13.  While 80% of apprentices are employed in the SME sector, the major growth in apprentices is in the retail sector. The SME sector in the UK represents a huge untapped potential market for apprenticeships but unlocking it requires far greater focus and resources. Whilst there are already strong links between training providers and SMEs it does not go far enough, and does not engage SMEs which are harder to reach. We therefore recommend that NAS engages local bodies such as LEPs and local Chambers of Commerce to target those companies. Equally, the Department must recognise that NAS will require some additional funding for this to be successful. We will monitor this area of activity closely and will expect NAS to publish quarterly reports on the number of new SMEs it has brought into the apprenticeship programme. (Paragraph 93)

Reducing bureaucracy

14.  We note the recent announcements by the Department of measures to reduce bureaucracy, particularly for large businesses. However, we have heard that this has not been matched with action. Businesses still consider bureaucracy and the perception of 'red-tape' to be a major barrier to employing an apprentice. We recommend that more work is done. Specifically, we recommend that the attitudes and perception of employers, in terms of bureaucracy, are closely monitored by the Department. NAS must engage with businesses of all sizes specifically to hear how they could more easily engage with the scheme. It should report its findings as a matter of urgency. (Paragraph 99)

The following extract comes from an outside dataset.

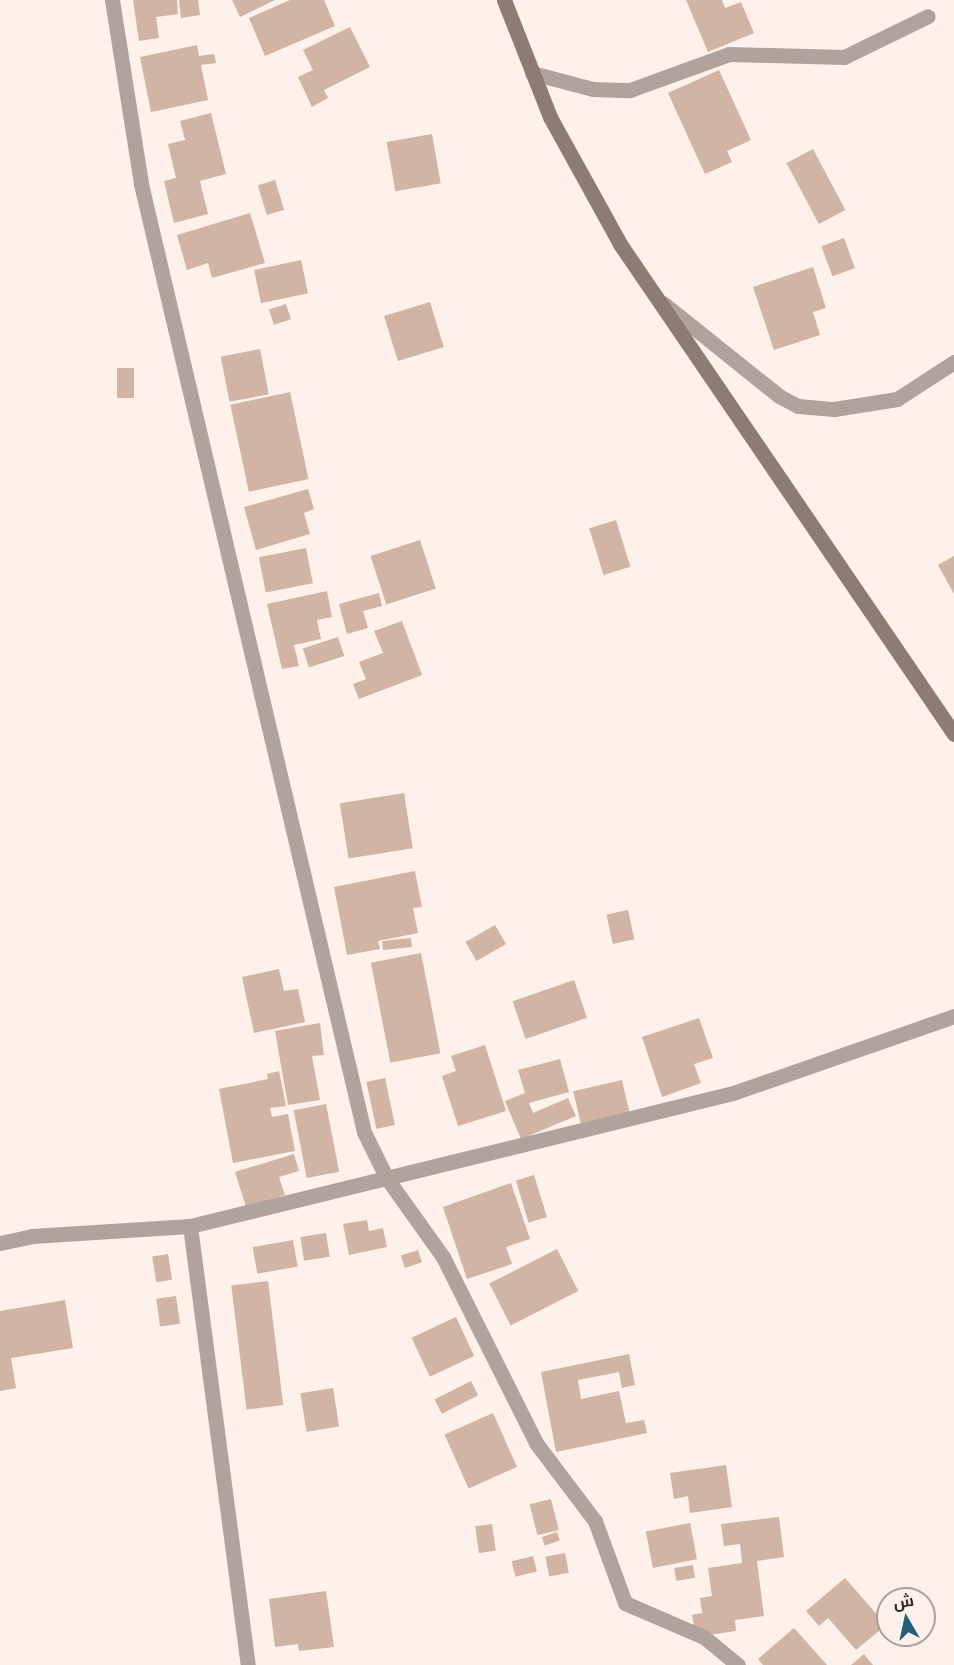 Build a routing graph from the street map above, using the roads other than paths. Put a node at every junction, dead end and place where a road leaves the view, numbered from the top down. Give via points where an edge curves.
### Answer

Alternative models to support SMEs

15.  We have heard that a significant number of small and medium sized employers have struggled to engage with the apprenticeship programme. We are encouraged to hear about innovative delivery models designed to rectify this. We recommend that both Group Training Associations and Apprenticeship Training Agencies continue to be supported by NAS. However, care must be taken to ensure that the quality of learning experience is not jeopardised. We support NAS's recent initiative to set up a Recognition process and National Register for ATAs and recommend that NAS is given formal responsibility for promoting ATAs. It is important that all alternative delivery models are actively monitored and NAS should assess the success of such models not only by the level of employer engagement but also by the quality of the apprentices' actual learning and the subsequent conversion rate from such apprenticeships to full-time employment. (Paragraph 115)

16.  We are encouraged to hear that private industry is introducing new models of training. Specifically, we have heard about the practice of large employers utilising and supporting their supply-chain to supplement their apprenticeship programmes. NAS has told us of its support and contact with large businesses and we recommend that, in its dealings with such businesses, it promotes the benefits of this model by encouraging large employers to support SMEs in their supply chain using apprenticeships. (Paragraph 118)

Government initiatives

17.  We support recent efforts by the Government to increase employer engagement through the 'Employer Ownership Pilot' and the 'SME Incentive Bonus'. These initiatives are in their infancy and we do not wish to tinker with the content of either policy at this stage. However, over time they will need to prove higher levels of employer engagement and value-for-money. We recommend that clear criteria for success are published so that they may be objectively scrutinised and that full value-for-money reviews are conducted into both of these schemes after 18 months. (Paragraph 129)

18.  We recommend that the Government encourages the employment of apprentices in its procurement contracts. While we concede that some flexibility is required (for example around the sector and nature of the work contracted), we recommend that Central Government, Local Government and other publicly funded bodies should seek to achieve at least one additional apprenticeship for every £1m awarded through public procurement as a benchmark. We have been told by the TUC that this is current policy in some construction procurement arrangements. Furthermore, we recommend that the current recruitment practices of prospective contractors (in terms of apprentices) is a factor which is taken in to positive consideration when the Government is considering bids for any public contract. (Paragraph 133)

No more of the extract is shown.